Exercise instructions :: Pull each line with the string "Silverbrook" from the entries.

Available data ::
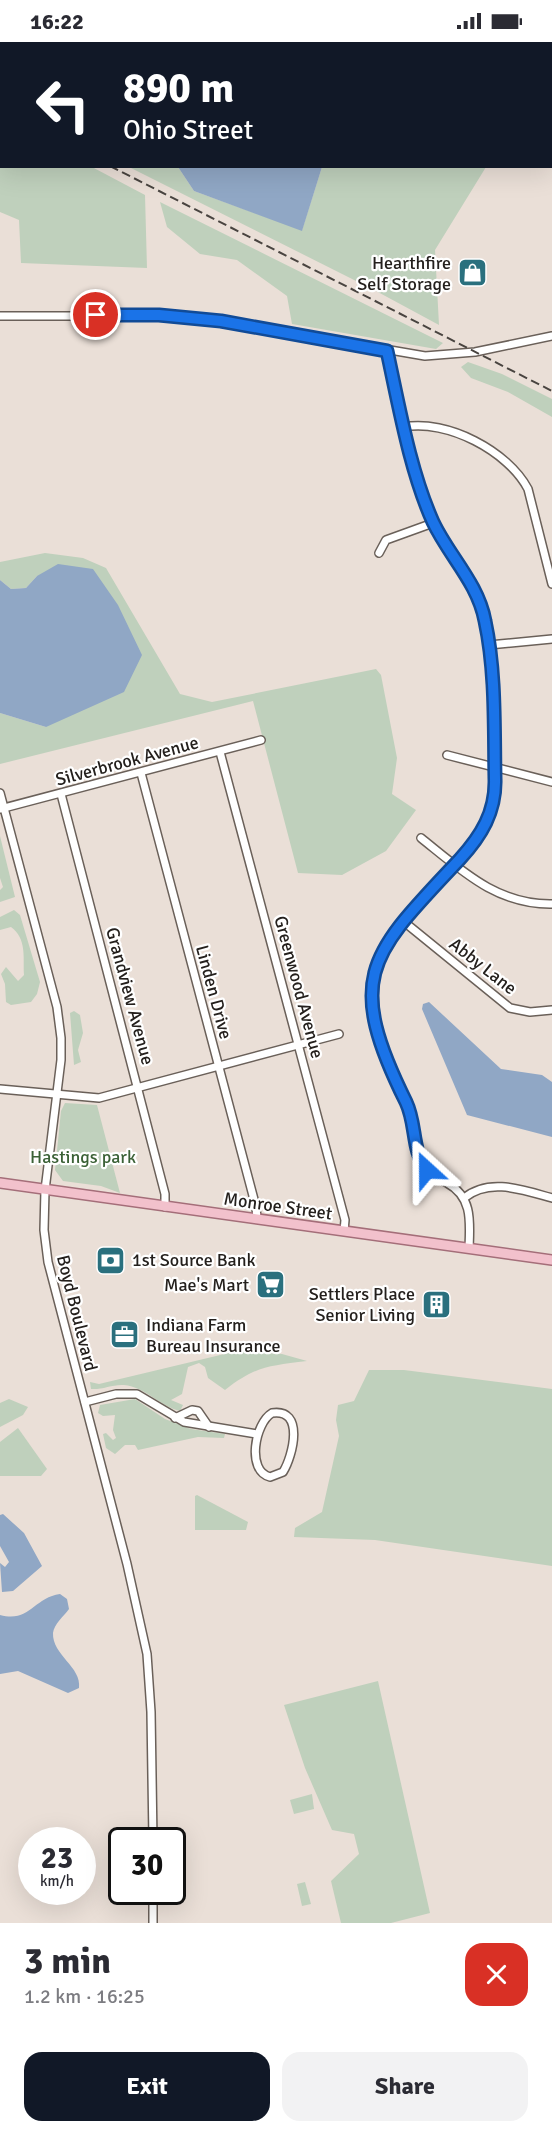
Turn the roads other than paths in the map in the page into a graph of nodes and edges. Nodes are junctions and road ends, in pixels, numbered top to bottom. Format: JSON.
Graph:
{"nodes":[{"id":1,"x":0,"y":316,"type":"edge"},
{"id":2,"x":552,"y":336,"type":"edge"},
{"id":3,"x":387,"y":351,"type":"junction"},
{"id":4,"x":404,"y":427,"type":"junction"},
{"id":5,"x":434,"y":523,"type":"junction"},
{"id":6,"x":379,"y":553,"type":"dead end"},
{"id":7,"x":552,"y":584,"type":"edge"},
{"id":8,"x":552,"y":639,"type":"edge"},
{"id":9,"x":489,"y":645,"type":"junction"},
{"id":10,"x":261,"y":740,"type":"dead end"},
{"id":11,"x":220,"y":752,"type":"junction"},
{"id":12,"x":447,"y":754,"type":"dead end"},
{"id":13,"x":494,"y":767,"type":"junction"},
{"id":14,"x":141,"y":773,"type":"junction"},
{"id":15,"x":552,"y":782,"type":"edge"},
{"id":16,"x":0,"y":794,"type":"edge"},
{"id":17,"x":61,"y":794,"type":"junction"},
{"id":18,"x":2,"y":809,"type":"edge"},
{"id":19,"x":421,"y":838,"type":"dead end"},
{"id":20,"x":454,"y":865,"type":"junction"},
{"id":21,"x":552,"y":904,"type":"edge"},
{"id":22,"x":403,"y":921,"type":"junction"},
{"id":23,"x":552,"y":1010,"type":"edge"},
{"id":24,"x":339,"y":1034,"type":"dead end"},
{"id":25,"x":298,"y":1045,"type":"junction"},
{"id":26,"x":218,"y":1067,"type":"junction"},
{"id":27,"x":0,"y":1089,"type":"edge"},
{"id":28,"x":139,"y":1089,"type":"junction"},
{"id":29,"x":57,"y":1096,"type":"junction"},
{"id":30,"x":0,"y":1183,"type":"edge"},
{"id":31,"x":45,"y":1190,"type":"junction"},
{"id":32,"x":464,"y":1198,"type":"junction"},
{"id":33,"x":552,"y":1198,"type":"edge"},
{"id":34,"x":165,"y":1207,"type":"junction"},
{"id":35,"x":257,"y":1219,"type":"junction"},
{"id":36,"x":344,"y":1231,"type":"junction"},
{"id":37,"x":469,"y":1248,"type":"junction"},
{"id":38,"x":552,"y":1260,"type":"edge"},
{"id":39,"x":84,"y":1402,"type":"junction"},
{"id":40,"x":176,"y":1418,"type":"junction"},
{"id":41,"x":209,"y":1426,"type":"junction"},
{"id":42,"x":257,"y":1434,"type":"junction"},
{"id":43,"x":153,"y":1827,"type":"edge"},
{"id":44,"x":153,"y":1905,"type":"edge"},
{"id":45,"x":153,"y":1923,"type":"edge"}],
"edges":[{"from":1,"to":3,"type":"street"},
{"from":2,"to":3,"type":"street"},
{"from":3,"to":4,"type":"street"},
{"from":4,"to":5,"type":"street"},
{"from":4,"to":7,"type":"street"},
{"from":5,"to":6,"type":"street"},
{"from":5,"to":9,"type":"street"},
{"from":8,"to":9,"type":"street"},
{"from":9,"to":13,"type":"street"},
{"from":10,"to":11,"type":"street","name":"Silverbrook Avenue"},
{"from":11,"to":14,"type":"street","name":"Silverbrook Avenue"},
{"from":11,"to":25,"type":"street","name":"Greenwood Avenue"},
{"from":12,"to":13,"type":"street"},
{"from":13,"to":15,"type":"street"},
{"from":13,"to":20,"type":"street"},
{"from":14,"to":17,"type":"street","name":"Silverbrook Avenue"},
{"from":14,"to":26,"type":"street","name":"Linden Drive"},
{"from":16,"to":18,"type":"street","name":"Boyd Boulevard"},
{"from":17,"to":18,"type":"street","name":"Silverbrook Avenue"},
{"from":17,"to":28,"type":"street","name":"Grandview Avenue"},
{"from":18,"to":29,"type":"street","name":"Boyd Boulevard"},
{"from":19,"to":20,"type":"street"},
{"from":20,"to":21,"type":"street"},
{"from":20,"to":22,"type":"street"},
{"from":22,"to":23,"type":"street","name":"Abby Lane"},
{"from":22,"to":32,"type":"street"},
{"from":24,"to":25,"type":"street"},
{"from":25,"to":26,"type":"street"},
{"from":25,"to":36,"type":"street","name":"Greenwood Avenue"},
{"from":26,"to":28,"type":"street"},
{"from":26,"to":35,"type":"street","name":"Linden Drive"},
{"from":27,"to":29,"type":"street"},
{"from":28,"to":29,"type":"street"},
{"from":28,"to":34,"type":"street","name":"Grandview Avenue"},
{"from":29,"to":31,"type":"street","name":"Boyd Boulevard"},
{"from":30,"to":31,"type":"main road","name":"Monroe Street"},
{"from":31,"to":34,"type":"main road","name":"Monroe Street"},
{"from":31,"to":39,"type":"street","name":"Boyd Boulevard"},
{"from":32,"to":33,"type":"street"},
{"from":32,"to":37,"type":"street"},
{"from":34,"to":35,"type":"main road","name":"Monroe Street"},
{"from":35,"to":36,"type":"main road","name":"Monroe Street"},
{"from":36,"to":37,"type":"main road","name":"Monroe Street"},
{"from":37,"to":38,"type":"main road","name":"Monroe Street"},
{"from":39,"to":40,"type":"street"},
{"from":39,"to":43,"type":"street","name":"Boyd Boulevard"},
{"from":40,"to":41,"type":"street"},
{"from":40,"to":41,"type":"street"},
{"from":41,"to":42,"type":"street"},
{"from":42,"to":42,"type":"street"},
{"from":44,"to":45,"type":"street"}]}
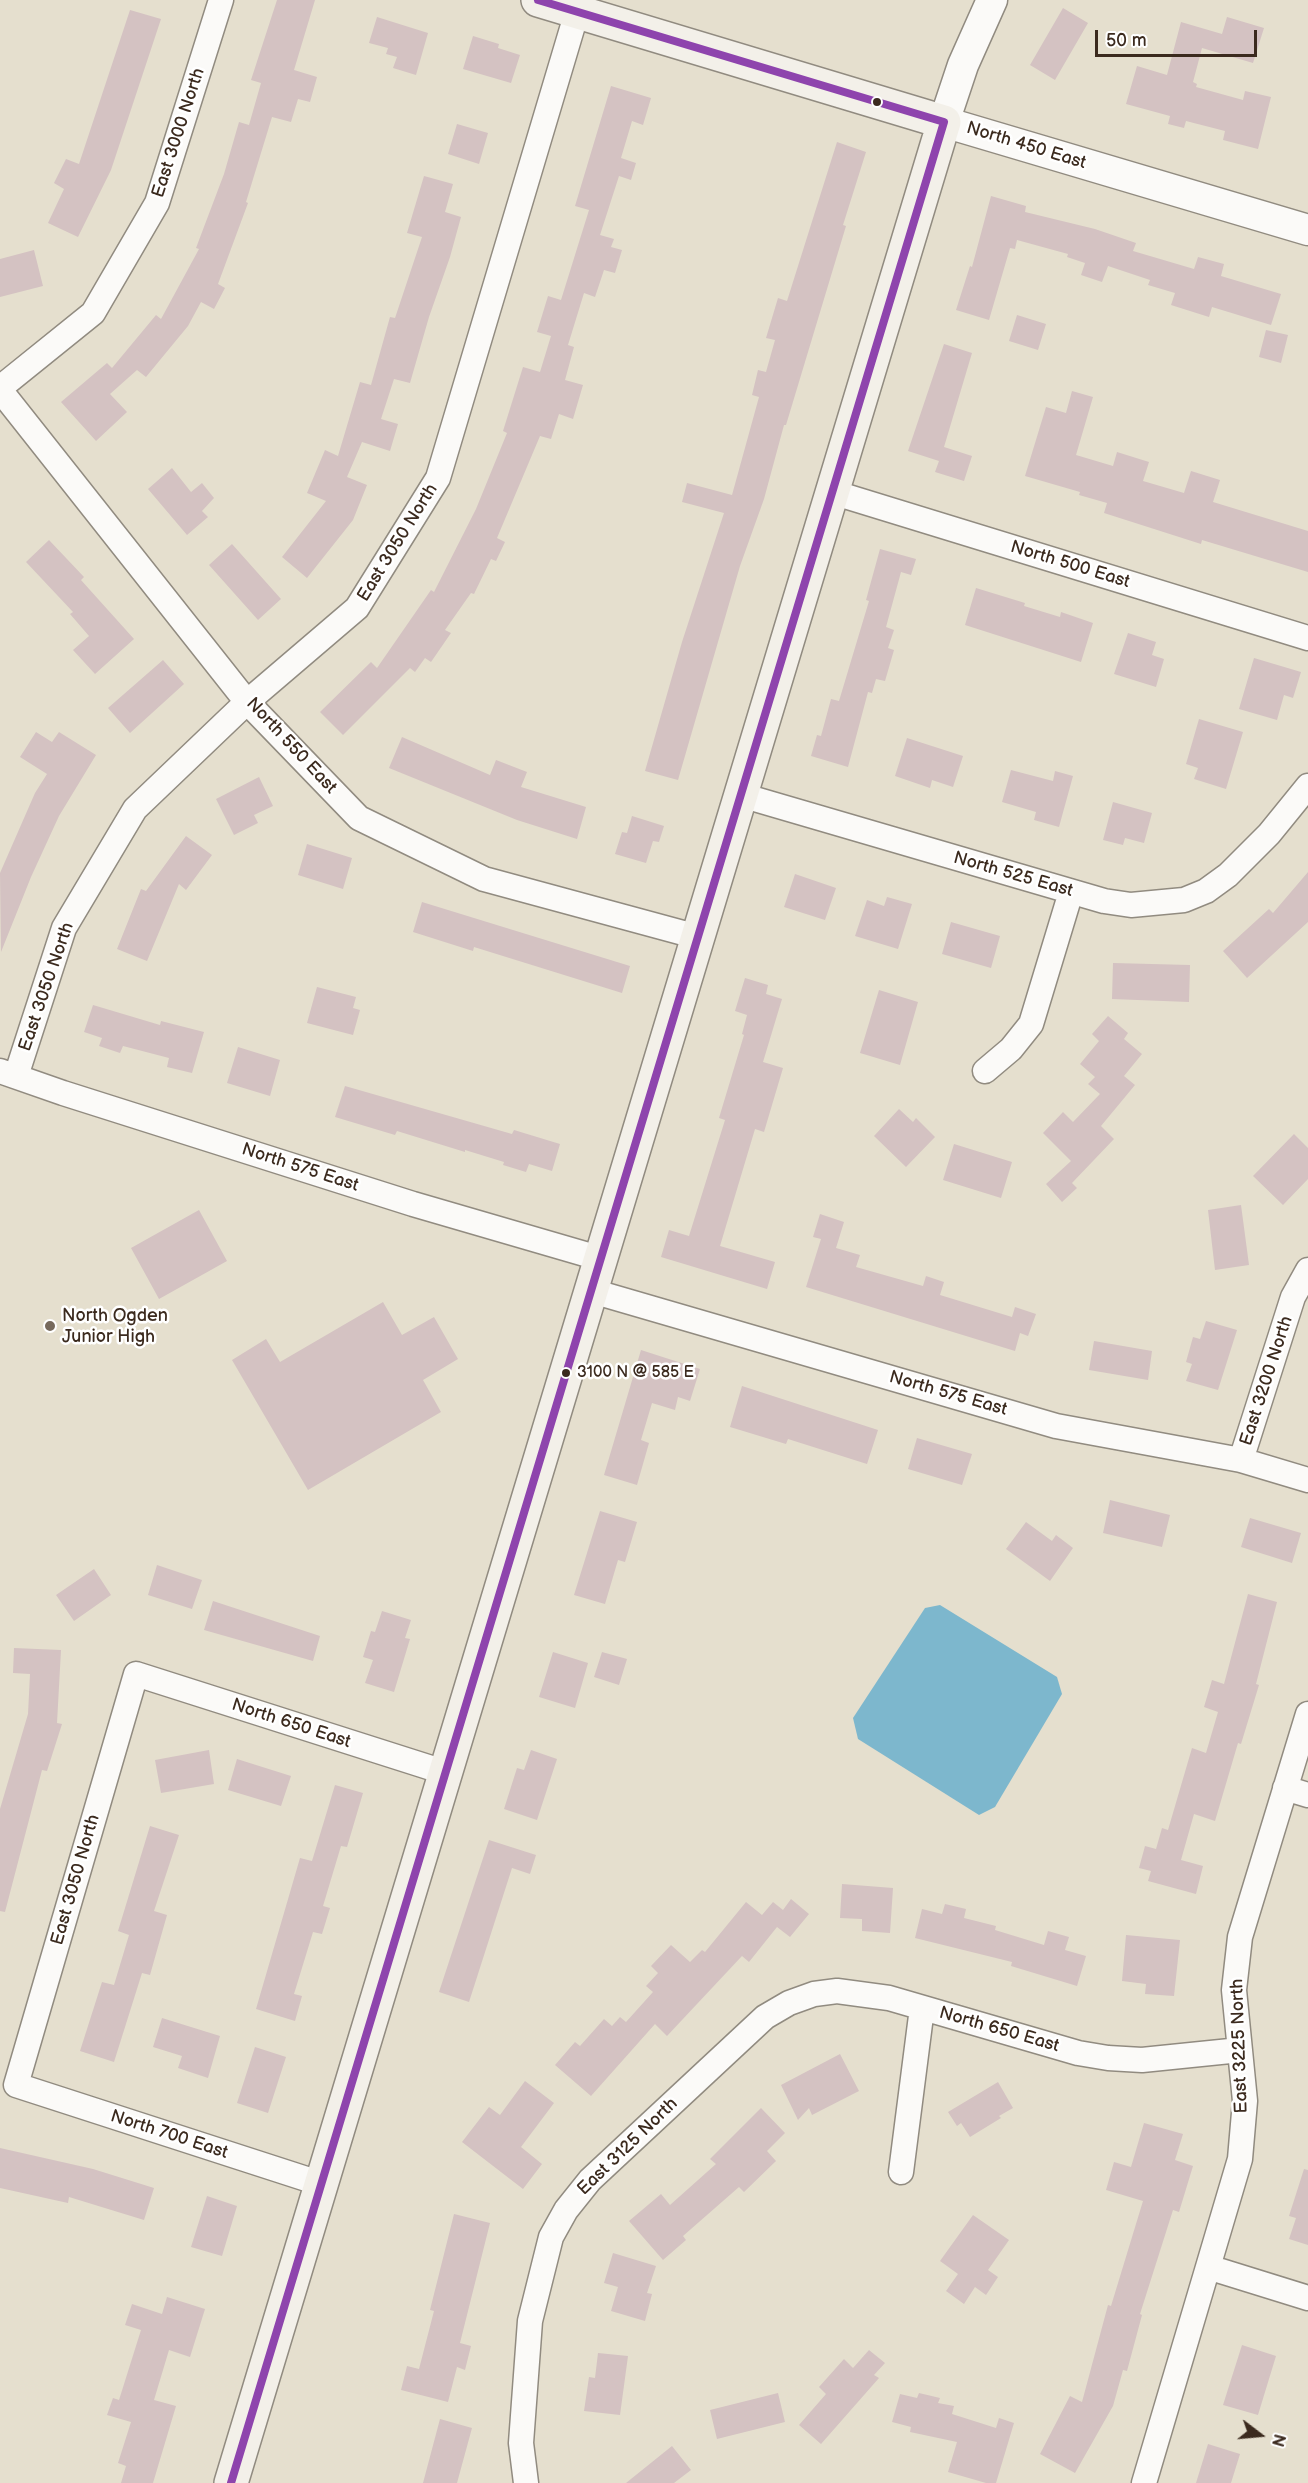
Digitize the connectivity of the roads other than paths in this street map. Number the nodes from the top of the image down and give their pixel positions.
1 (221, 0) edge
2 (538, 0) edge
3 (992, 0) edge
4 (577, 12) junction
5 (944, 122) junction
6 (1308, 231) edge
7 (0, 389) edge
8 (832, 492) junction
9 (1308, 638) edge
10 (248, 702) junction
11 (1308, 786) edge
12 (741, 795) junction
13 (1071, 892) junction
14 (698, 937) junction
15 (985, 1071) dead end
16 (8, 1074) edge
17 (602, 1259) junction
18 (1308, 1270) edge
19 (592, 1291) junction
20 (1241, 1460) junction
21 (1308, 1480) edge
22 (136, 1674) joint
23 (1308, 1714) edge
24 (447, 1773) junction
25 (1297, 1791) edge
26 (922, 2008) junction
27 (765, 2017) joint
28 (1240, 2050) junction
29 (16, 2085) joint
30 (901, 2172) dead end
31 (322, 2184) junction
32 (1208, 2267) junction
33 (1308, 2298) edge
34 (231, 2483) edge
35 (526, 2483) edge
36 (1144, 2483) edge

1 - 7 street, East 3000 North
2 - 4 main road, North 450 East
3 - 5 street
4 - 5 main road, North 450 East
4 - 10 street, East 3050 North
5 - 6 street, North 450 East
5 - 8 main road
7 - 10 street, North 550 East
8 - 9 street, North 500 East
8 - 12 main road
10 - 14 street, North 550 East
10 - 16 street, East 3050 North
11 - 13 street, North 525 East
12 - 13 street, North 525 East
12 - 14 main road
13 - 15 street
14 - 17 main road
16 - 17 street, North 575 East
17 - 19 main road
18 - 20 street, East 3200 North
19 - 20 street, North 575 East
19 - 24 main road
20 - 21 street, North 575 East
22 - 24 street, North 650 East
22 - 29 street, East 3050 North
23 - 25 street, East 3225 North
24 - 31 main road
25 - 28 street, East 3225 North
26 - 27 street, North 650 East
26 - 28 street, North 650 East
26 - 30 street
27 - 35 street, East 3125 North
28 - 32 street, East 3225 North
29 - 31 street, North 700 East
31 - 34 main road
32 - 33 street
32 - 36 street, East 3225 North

Expected output ::
{"from":10,"to":11,"type":"street","name":"Silverbrook Avenue"},
{"from":11,"to":14,"type":"street","name":"Silverbrook Avenue"},
{"from":14,"to":17,"type":"street","name":"Silverbrook Avenue"},
{"from":17,"to":18,"type":"street","name":"Silverbrook Avenue"},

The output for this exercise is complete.